Brief
In the data below, how many lines include the word "Norwida"? Give only the number.

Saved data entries

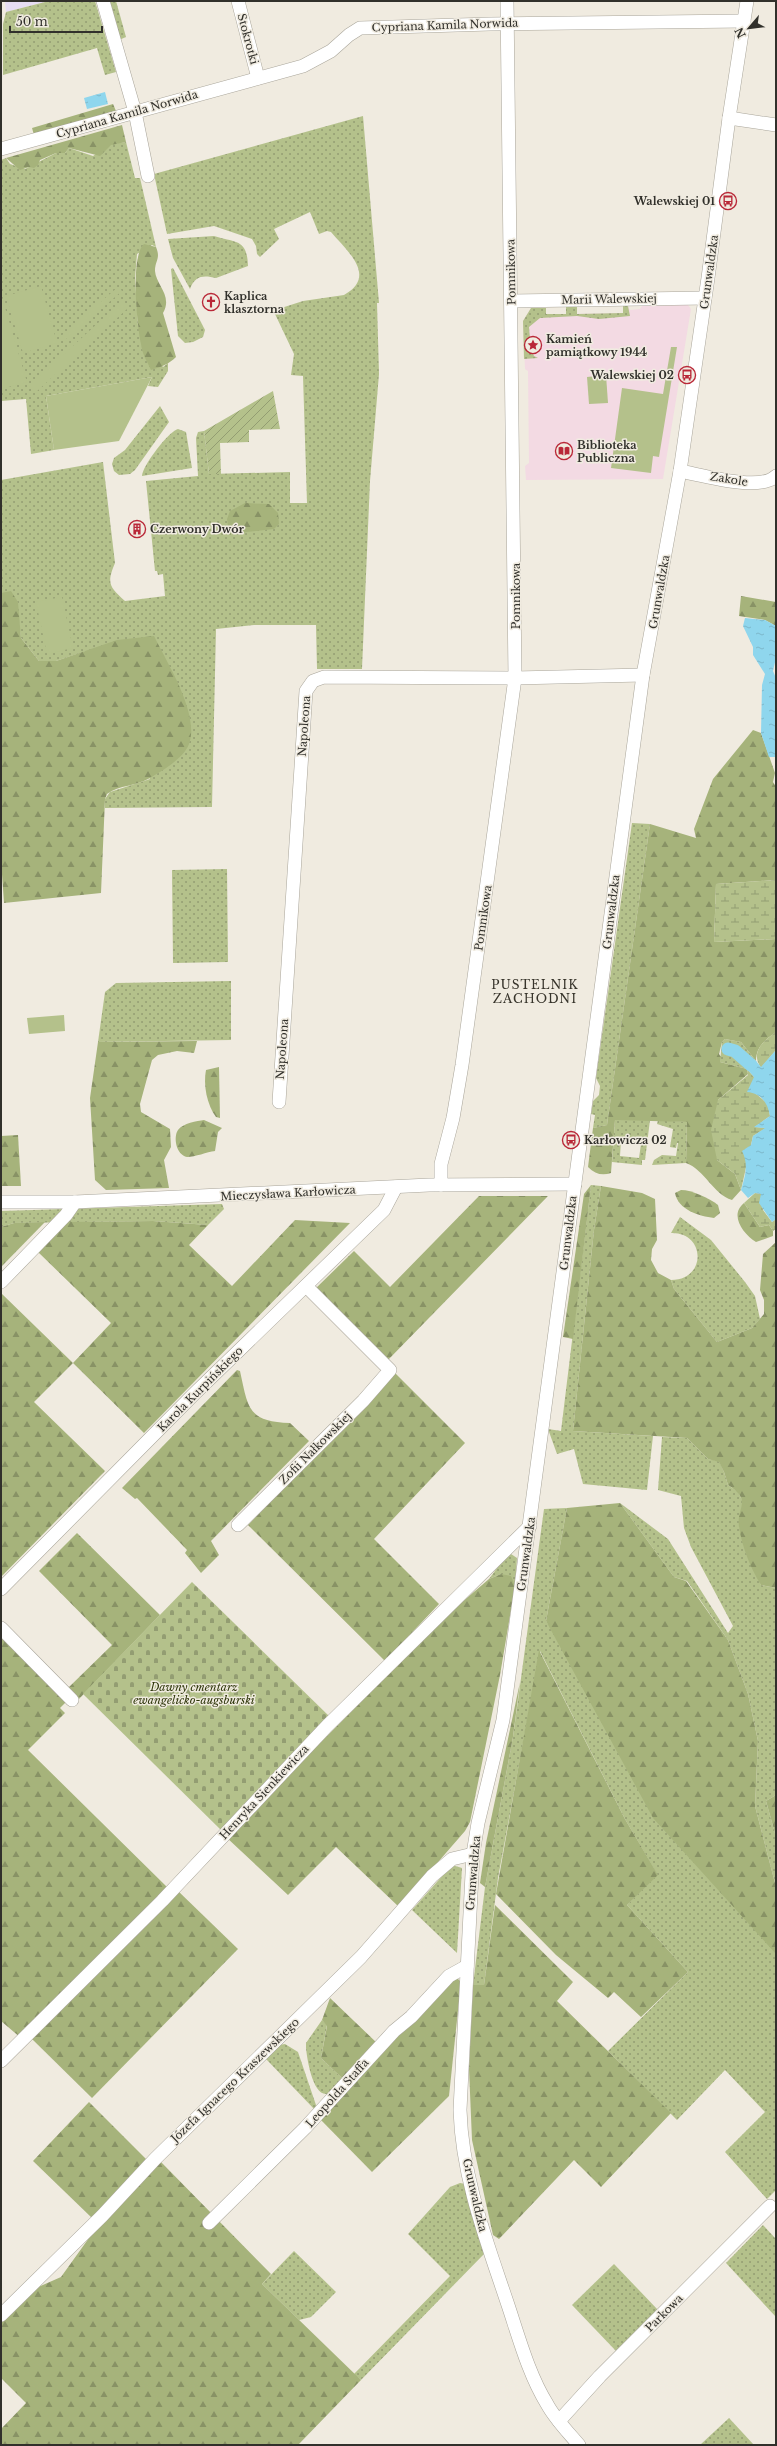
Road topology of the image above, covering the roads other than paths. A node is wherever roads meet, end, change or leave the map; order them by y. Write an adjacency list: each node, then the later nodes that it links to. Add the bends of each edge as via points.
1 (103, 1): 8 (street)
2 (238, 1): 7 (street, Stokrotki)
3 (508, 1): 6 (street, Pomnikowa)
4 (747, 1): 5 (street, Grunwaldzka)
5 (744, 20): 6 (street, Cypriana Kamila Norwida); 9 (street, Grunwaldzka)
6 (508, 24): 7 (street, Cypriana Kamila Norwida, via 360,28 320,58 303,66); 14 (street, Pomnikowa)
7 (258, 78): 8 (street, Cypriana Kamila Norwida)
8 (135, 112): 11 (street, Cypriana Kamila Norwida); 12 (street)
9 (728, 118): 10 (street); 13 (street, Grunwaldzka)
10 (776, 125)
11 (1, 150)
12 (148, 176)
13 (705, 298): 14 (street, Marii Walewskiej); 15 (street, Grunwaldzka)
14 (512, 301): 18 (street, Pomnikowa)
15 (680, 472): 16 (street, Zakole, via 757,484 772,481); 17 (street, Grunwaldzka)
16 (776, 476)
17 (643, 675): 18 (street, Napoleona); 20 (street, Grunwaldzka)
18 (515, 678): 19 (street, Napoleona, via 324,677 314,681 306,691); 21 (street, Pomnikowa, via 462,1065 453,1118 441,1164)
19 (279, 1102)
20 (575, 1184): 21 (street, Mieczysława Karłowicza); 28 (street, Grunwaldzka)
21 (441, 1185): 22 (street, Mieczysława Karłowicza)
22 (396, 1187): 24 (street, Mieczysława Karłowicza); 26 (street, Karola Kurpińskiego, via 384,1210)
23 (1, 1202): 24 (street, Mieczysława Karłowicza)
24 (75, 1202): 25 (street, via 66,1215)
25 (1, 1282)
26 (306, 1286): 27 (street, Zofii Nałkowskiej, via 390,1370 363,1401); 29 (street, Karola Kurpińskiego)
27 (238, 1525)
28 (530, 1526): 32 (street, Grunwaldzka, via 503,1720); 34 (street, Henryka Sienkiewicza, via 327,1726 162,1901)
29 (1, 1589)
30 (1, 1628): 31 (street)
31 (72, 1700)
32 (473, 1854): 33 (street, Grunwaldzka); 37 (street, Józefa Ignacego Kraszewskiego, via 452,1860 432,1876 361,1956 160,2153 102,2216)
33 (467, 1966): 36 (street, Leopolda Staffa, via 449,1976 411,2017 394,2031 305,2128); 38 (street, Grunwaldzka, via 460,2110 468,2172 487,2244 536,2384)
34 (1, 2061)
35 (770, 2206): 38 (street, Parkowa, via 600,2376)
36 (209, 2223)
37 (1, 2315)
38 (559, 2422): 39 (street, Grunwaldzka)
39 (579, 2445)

Finished task
4